CL ── As a runner, there are days where I will run two minutes, and then I have to stop and open up Evernote: “Ah, it‘s a great idea.” It really inspires many ideas, and not necessarily musically, but also business-wise. For me, running, yoga, breathwork, and stepping away from the piano─that‘s where I get my creative ideas. The whole purpose is that the listener resonates with what we’re doing, and a lot of times that means getting out of our own heads to make that happen.

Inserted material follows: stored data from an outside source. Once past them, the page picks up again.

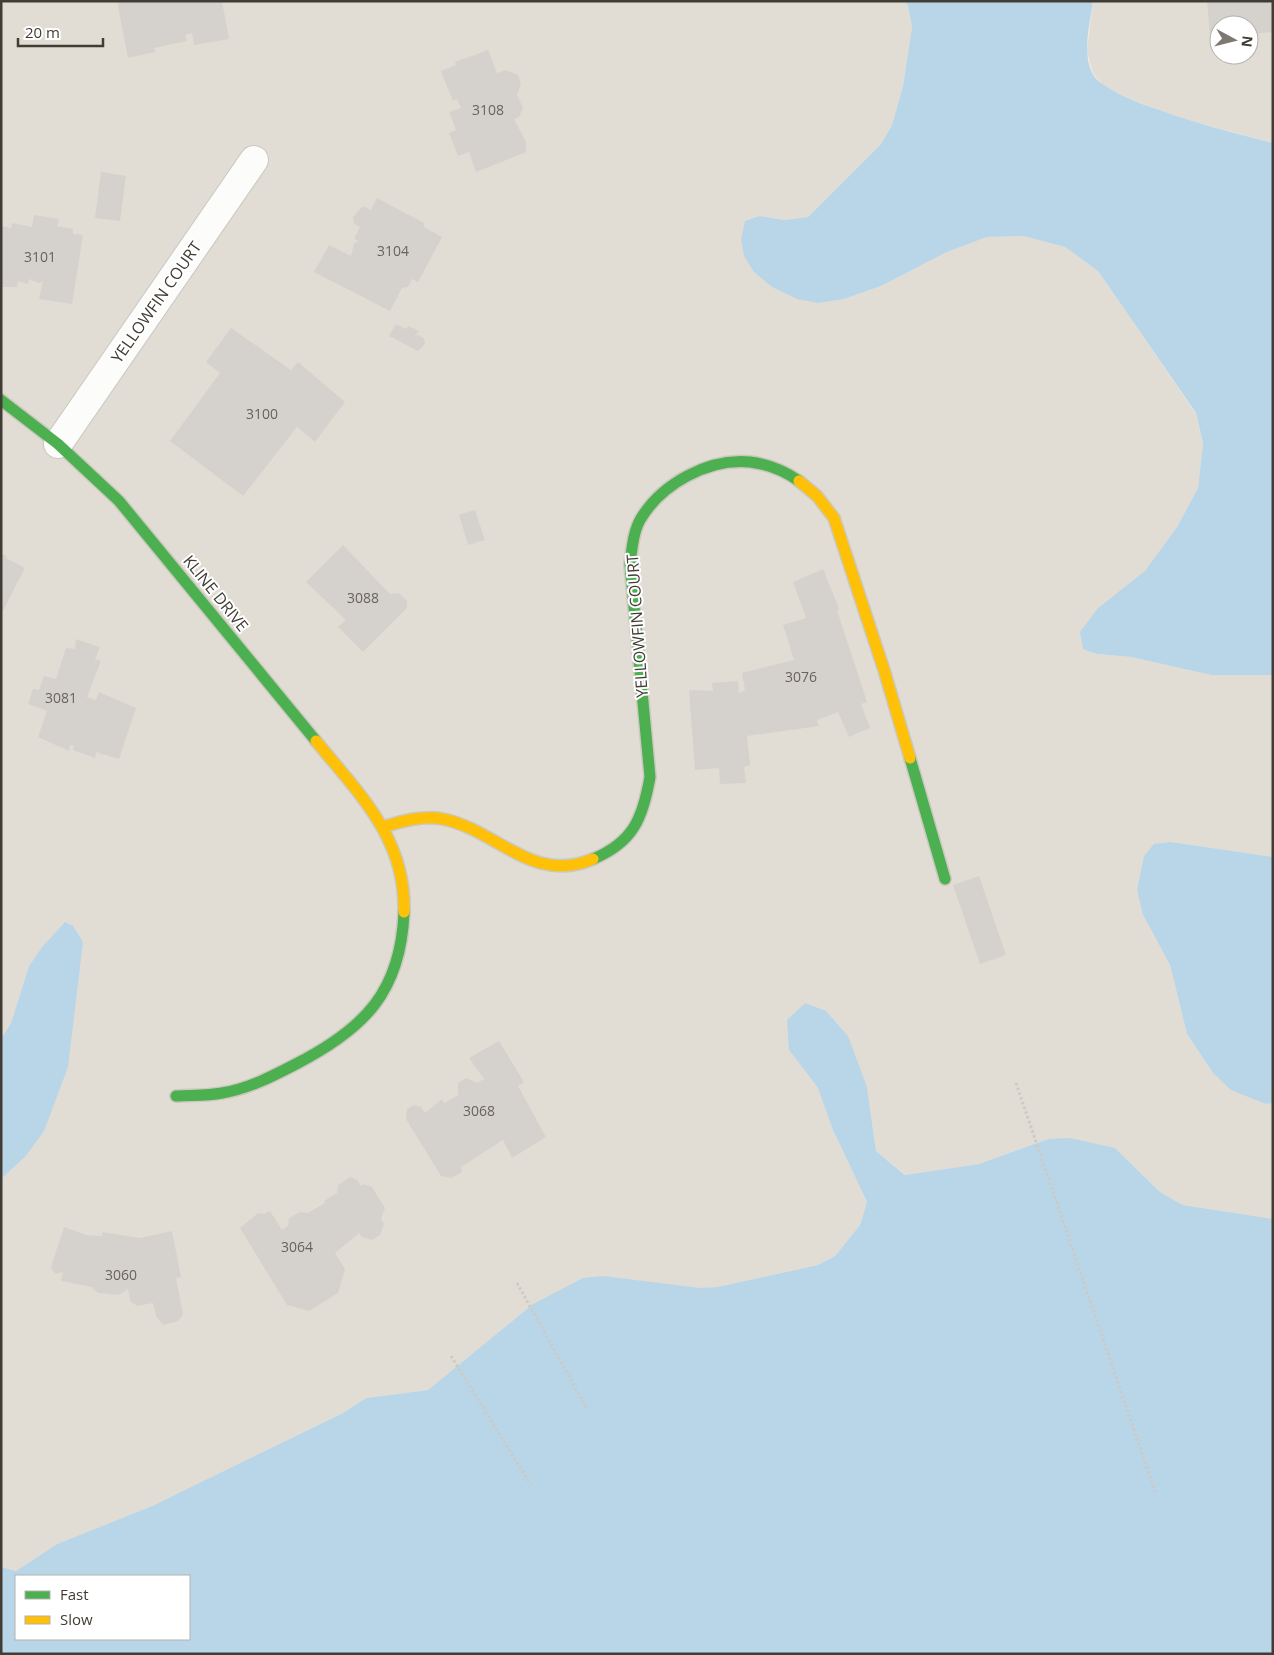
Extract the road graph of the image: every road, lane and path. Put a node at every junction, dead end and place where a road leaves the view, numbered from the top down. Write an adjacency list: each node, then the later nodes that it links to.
1 (254, 160): 3 (street, YELLOWFIN COURT)
2 (1, 400): 3 (street, KLINE DRIVE)
3 (58, 444): 4 (street, KLINE DRIVE)
4 (383, 827): 5 (street, YELLOWFIN COURT); 7 (street, KLINE DRIVE)
5 (945, 879)
6 (1016, 1083): 12 (path)
7 (176, 1096)
8 (517, 1283): 10 (path)
9 (452, 1356): 11 (path)
10 (587, 1409)
11 (531, 1485)
12 (1155, 1492)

sM | What‘s surprised you the most about this community you‘ve gathered with the Calm it Down podcast? CL ── I started the podcast at the onset of the pandemic. I was grounded and I couldn‘t tour, I still wanted to be in my listeners’ ears, but all of a sudden it had to be on a different platform. No longer on the stage. It was more or less behind a microphone. And I was like, “You know what? I‘m gonna dive in. I‘m gonna go after this. I‘m gonna create a podcast where the two main things are: I want it to be light, and I want it to be encouraging.” So now, two years later, it's got three million downloads. It‘s in the top 1% globally. It’s just taken a whole life of its own.
I hear everything from suicide to sexual abuse and everything in between. It‘s surprising how transparent complete strangers will be, and I think that‘s a sign people are two things: they‘re looking for help, and they don't know how to ask for it. One of the biggest things I hear is: “I don‘t know how to talk about what I‘m going through.” I‘m hopefully creating a space where we can talk about this around the virtual dinner table.

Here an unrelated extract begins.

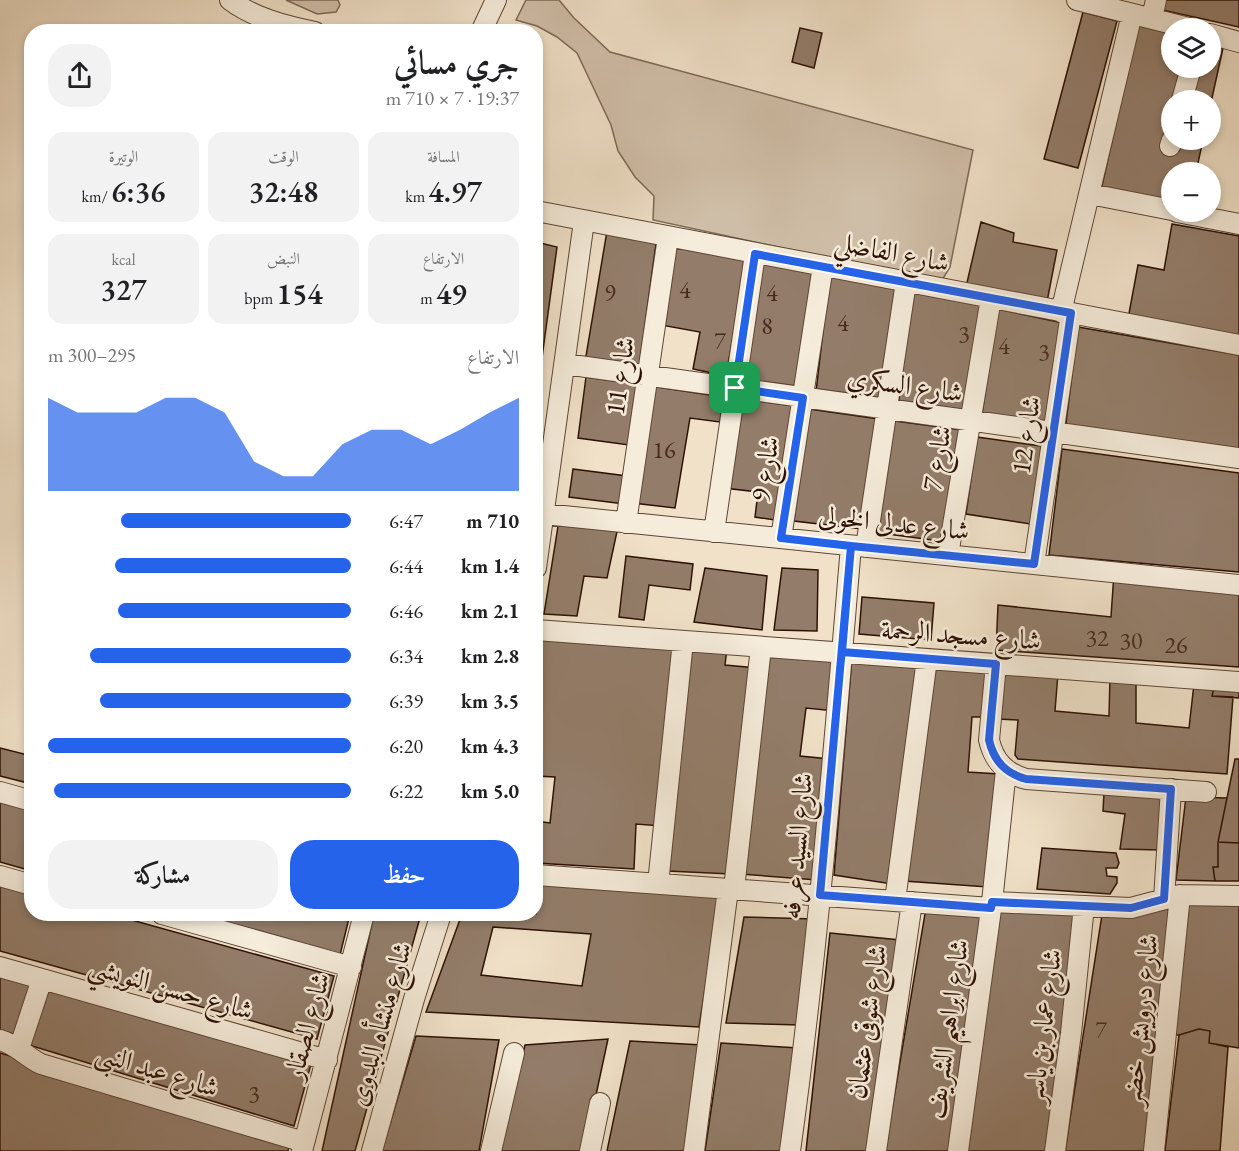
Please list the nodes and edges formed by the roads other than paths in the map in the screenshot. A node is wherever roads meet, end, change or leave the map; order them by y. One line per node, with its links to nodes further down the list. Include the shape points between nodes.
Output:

sM | The piano is a prominent component of this podcast experience. Why do you think this instrument lends itself so easily to calm, despite its percussive nature?

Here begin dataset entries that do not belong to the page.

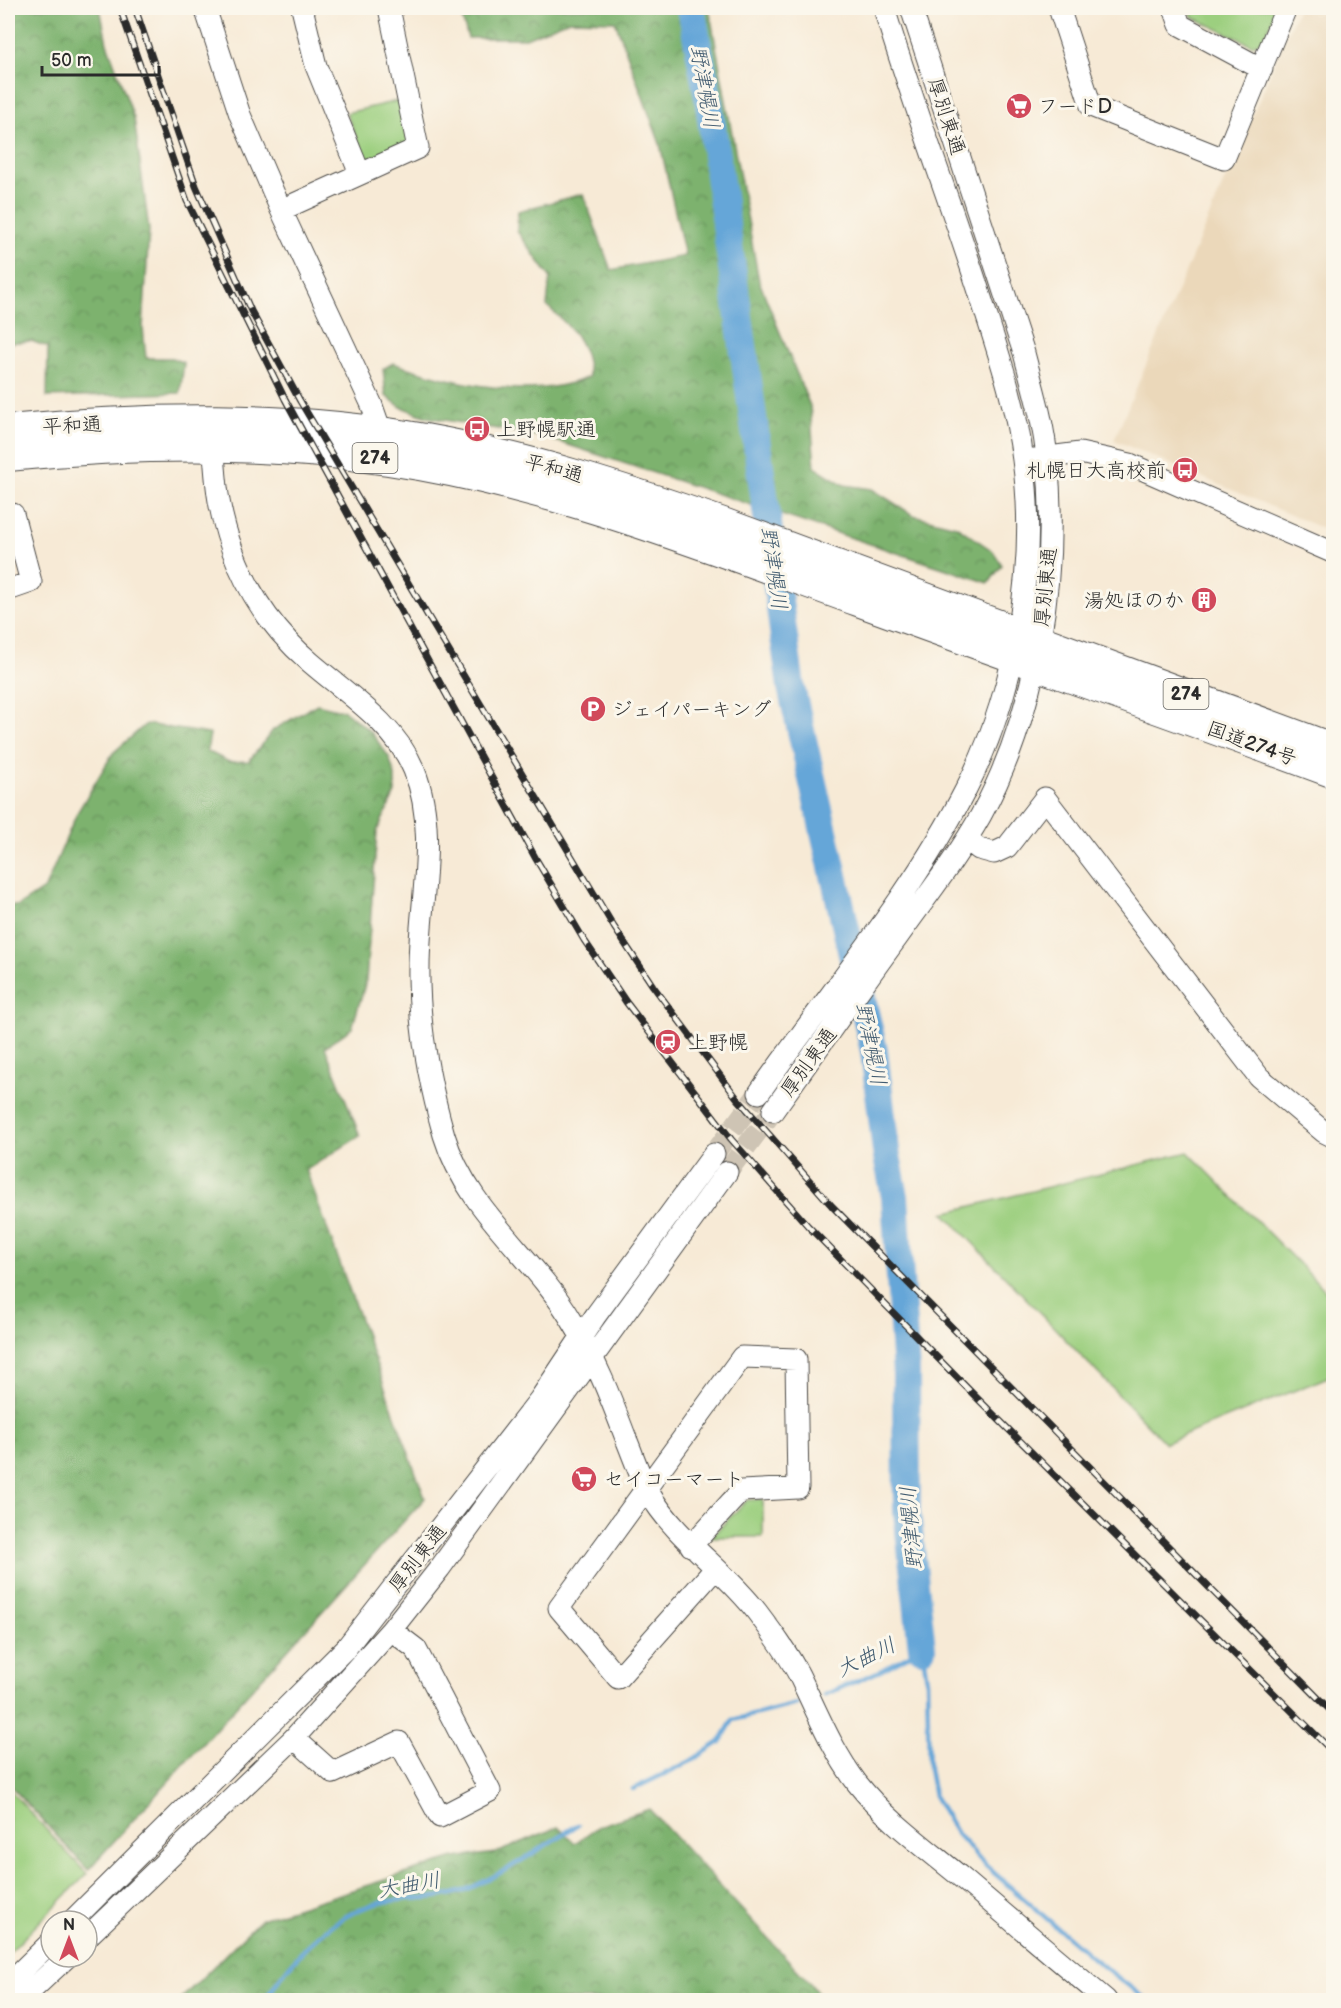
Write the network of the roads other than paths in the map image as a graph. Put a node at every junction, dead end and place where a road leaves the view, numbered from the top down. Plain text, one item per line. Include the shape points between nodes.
1 (205, 8) edge
2 (302, 8) edge
3 (389, 8) edge
4 (884, 8) edge
5 (911, 8) edge
6 (1059, 8) edge
7 (1174, 8) edge
8 (1286, 8) edge
9 (1262, 69) junction
10 (360, 174) junction
11 (281, 210) junction
12 (989, 244) junction
13 (967, 251) junction
14 (8, 430) edge
15 (381, 432) junction
16 (212, 434) junction
17 (8, 456) edge
18 (1047, 456) junction
19 (392, 460) junction
20 (1023, 460) junction
21 (8, 515) edge
22 (1334, 553) edge
23 (8, 590) edge
24 (1025, 649) junction
25 (1334, 748) edge
26 (1334, 773) edge
27 (966, 840) junction
28 (759, 1093) tunnel mouth
29 (773, 1111) tunnel mouth
30 (1334, 1137) edge
31 (714, 1154) tunnel mouth
32 (727, 1172) tunnel mouth
33 (587, 1347) junction
34 (646, 1488) junction
35 (691, 1546) junction
36 (715, 1569) junction
37 (392, 1630) junction
38 (294, 1738) junction
39 (84, 1909) edge
40 (99, 1925) edge
41 (39, 1954) edge
42 (54, 1969) edge
43 (8, 1984) edge
44 (21, 2001) edge
45 (1106, 2001) edge

1 - 11 street via 240,115
2 - 10 street via 316,66
3 - 10 street via 418,148
4 - 13 street, 厚別東通
5 - 12 street, 厚別東通
6 - 9 street via 1091,105 1224,159
7 - 9 street via 1180,25
8 - 9 street
10 - 11 street
11 - 15 street
12 - 13 street
12 - 18 street, 厚別東通 via 1024,353
13 - 20 street, 厚別東通 via 1009,388
14 - 16 highway, 平和通 / 274 via 72,425
15 - 16 highway, 平和通 / 274 via 309,424
15 - 19 street
15 - 24 highway, 平和通 / 274 via 464,446 621,487 818,560
16 - 17 highway, 平和通 / 274 via 127,447
16 - 19 highway, 平和通 / 274
16 - 33 street via 218,497 229,541 256,600 304,657 384,726 416,774 426,832 420,1011 443,1131 471,1194 547,1284
18 - 20 street
18 - 22 street via 1080,453 1130,464
18 - 24 street, 厚別東通 via 1050,531
19 - 24 highway, 平和通 / 274 via 488,478 645,523 825,590
20 - 24 street, 厚別東通 via 1028,560
21 - 23 street via 13,514 31,582
24 - 25 highway, 国道274号 / 274
24 - 26 highway, 国道274号 / 274
24 - 27 street, 厚別東通 via 1029,695 1005,763
24 - 28 street, 厚別東通 via 966,789 929,854
27 - 29 street, 厚別東通
27 - 30 street via 979,849 994,853 1001,850 1045,798 1259,1077
31 - 33 street, 厚別東通
32 - 33 street, 厚別東通
33 - 34 street
33 - 37 street, 厚別東通 via 440,1568
33 - 39 street, 厚別東通 via 540,1399 346,1648
34 - 35 street via 669,1523
34 - 35 street via 742,1357 796,1359 798,1488 741,1491
34 - 36 street via 558,1608 618,1678
35 - 36 street
36 - 45 street via 750,1604 779,1642 832,1746 867,1795
37 - 38 street, 厚別東通
37 - 38 street via 416,1649 490,1791 440,1817 399,1742 333,1773
38 - 40 street, 厚別東通
41 - 43 street
42 - 44 street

CL ── The piano is like a family member. It‘s something that we‘ve always grown up with. Back in the day, the piano was the epicentre of the house. It‘s what you gathered around when you sang holiday songs. It‘s what you heard when you went to bed─your mom or dad playing piano late at night. I don‘t necessarily think it‘s because it‘s a piano, or the sense of it being an instrument. I think it just has a comforting sense of familiarity, like a family member just holding your hand, just being like, “We‘re gonna get through this. It‘s gonna be okay.”